(Saved data entries)

- Opening Delimiter -

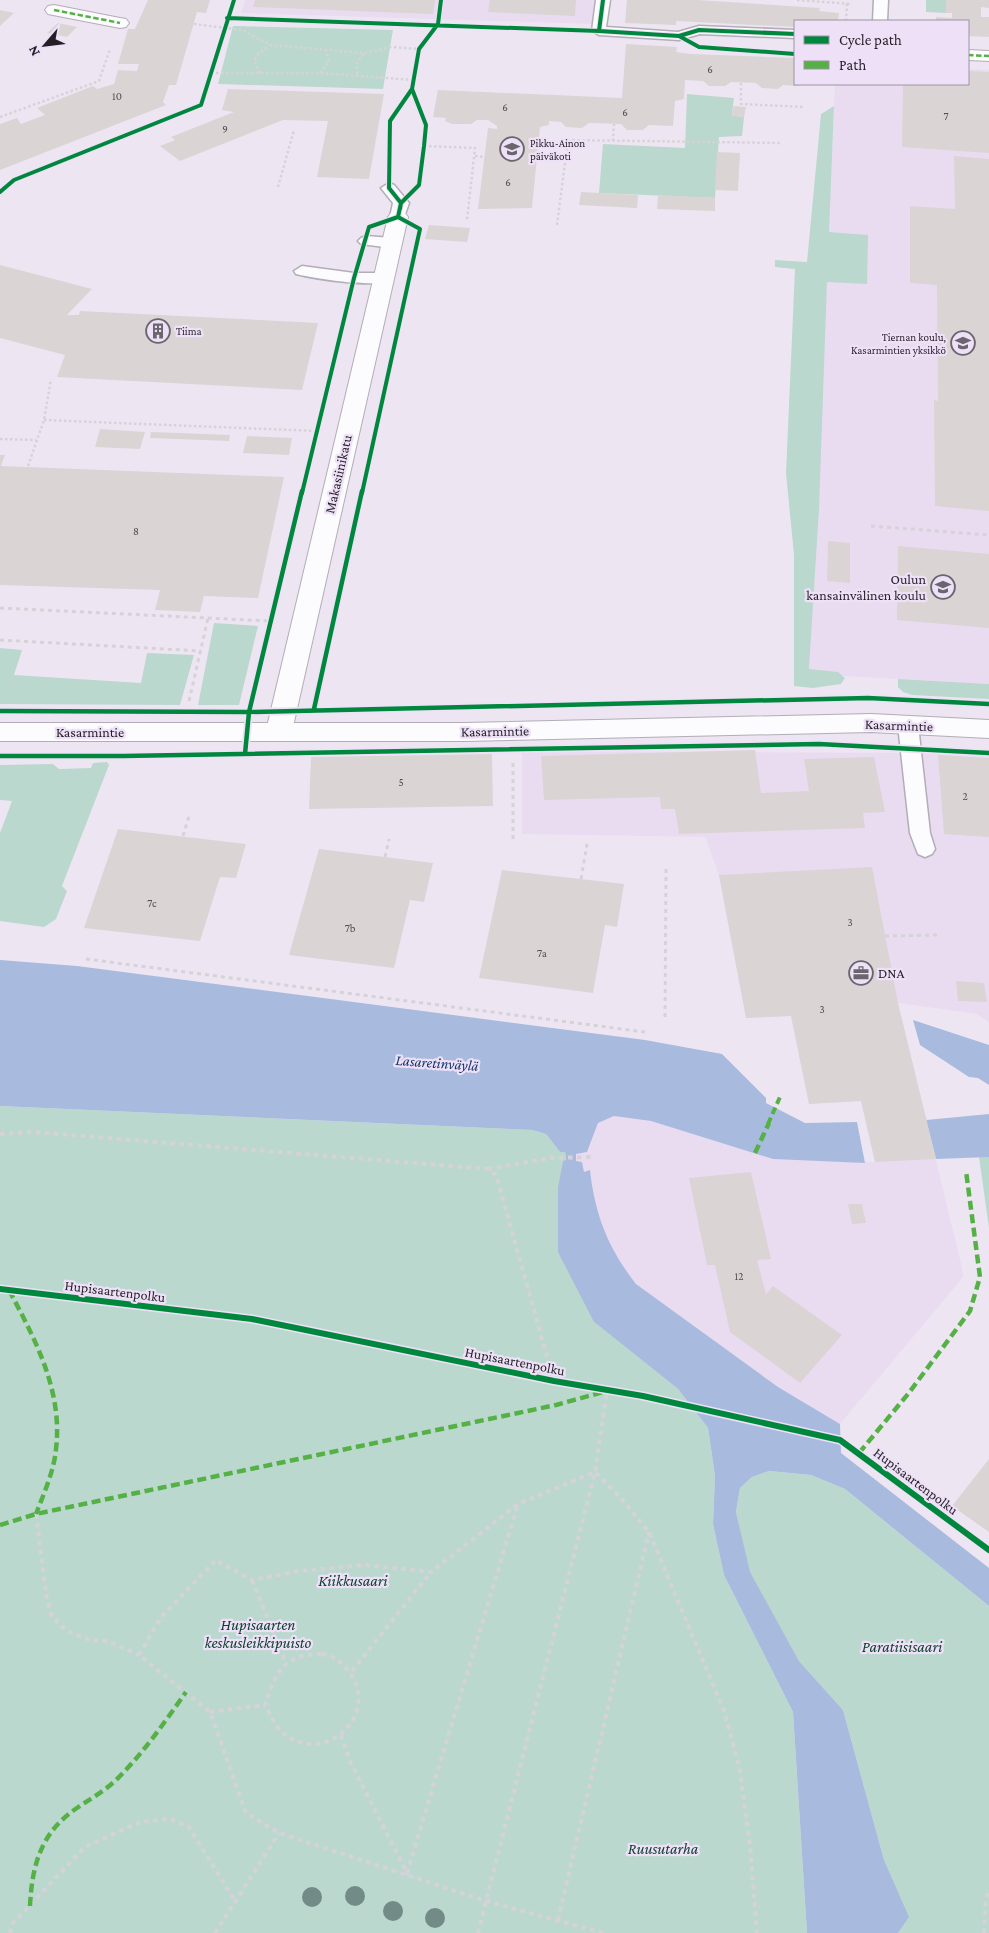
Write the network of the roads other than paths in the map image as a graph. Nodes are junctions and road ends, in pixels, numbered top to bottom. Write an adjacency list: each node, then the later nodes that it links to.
1 (603, 0): 6 (lane)
2 (881, 3): 4 (lane)
3 (54, 10): 5 (street)
4 (880, 20)
5 (120, 22)
6 (794, 34)
7 (969, 55): 8 (street)
8 (989, 56)
9 (389, 188): 10 (lane)
10 (398, 216): 12 (street, Makasiinikatu)
11 (366, 241): 12 (lane)
12 (392, 243): 14 (street, Makasiinikatu)
13 (302, 271): 14 (lane)
14 (382, 278): 17 (street, Makasiinikatu)
15 (908, 725): 16 (street, Kasarmintie); 17 (street, Kasarmintie); 19 (lane)
16 (989, 729)
17 (279, 731): 18 (street, Kasarmintie)
18 (0, 732)
19 (924, 849)

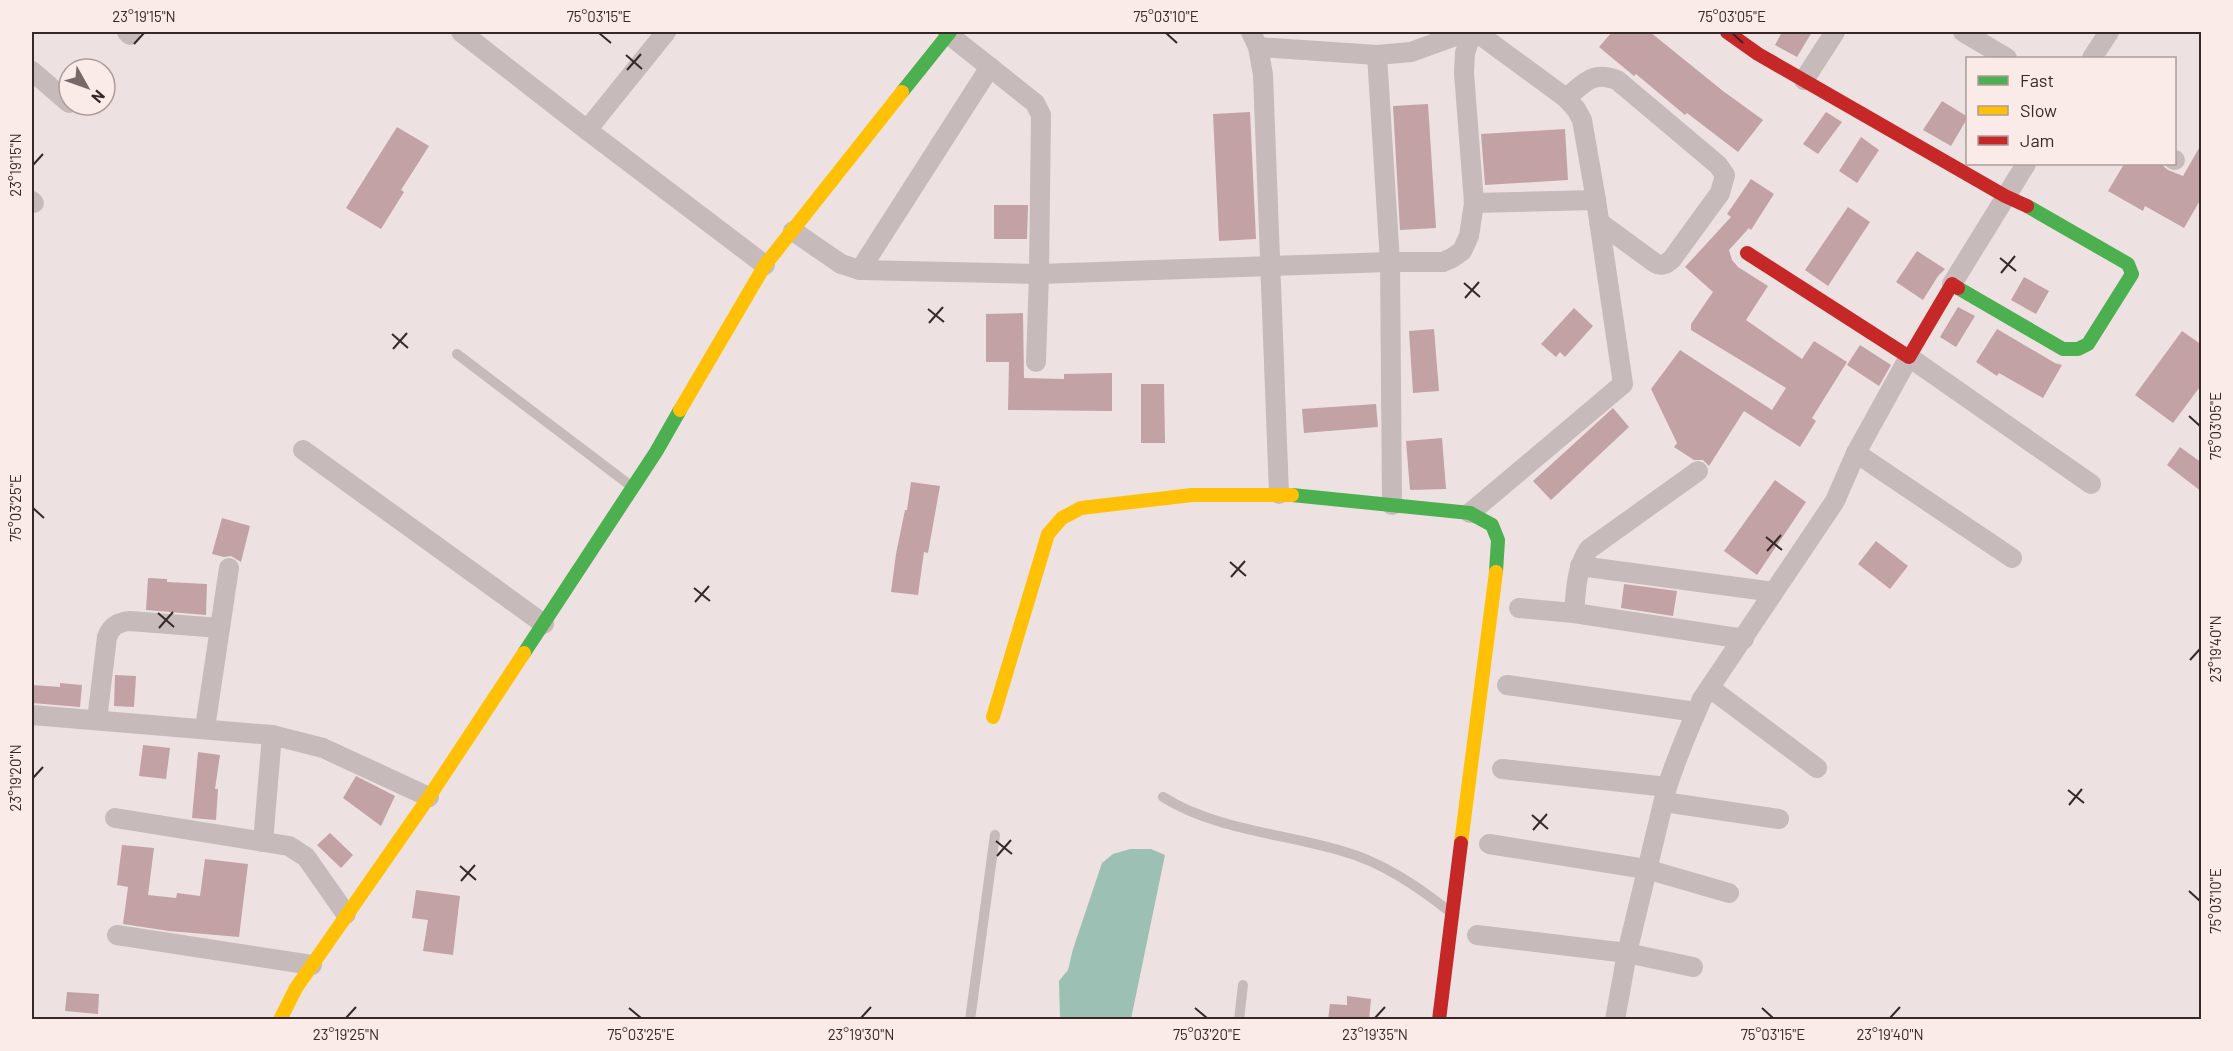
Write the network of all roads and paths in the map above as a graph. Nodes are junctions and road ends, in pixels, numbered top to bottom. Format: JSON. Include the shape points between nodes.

- Closing Delimiter -

• Your assignment
Once the pictures are set aside, the remaining data must be transcribed exactly.

• Written response
Write the network of the roads other than paths in the map image as a graph. Nodes are junctions and road ends, in pixels, numbered top to bottom. Write an adjacency list: each node, then the later nodes that it links to.
1 (603, 0): 6 (lane)
2 (881, 3): 4 (lane)
3 (54, 10): 5 (street)
4 (880, 20)
5 (120, 22)
6 (794, 34)
7 (969, 55): 8 (street)
8 (989, 56)
9 (389, 188): 10 (lane)
10 (398, 216): 12 (street, Makasiinikatu)
11 (366, 241): 12 (lane)
12 (392, 243): 14 (street, Makasiinikatu)
13 (302, 271): 14 (lane)
14 (382, 278): 17 (street, Makasiinikatu)
15 (908, 725): 16 (street, Kasarmintie); 17 (street, Kasarmintie); 19 (lane)
16 (989, 729)
17 (279, 731): 18 (street, Kasarmintie)
18 (0, 732)
19 (924, 849)

Write the network of all roads and paths in the map above as a graph. Nodes are junctions and road ends, in pixels, numbered top to bottom. Format: JSON. Include the shape points between nodes.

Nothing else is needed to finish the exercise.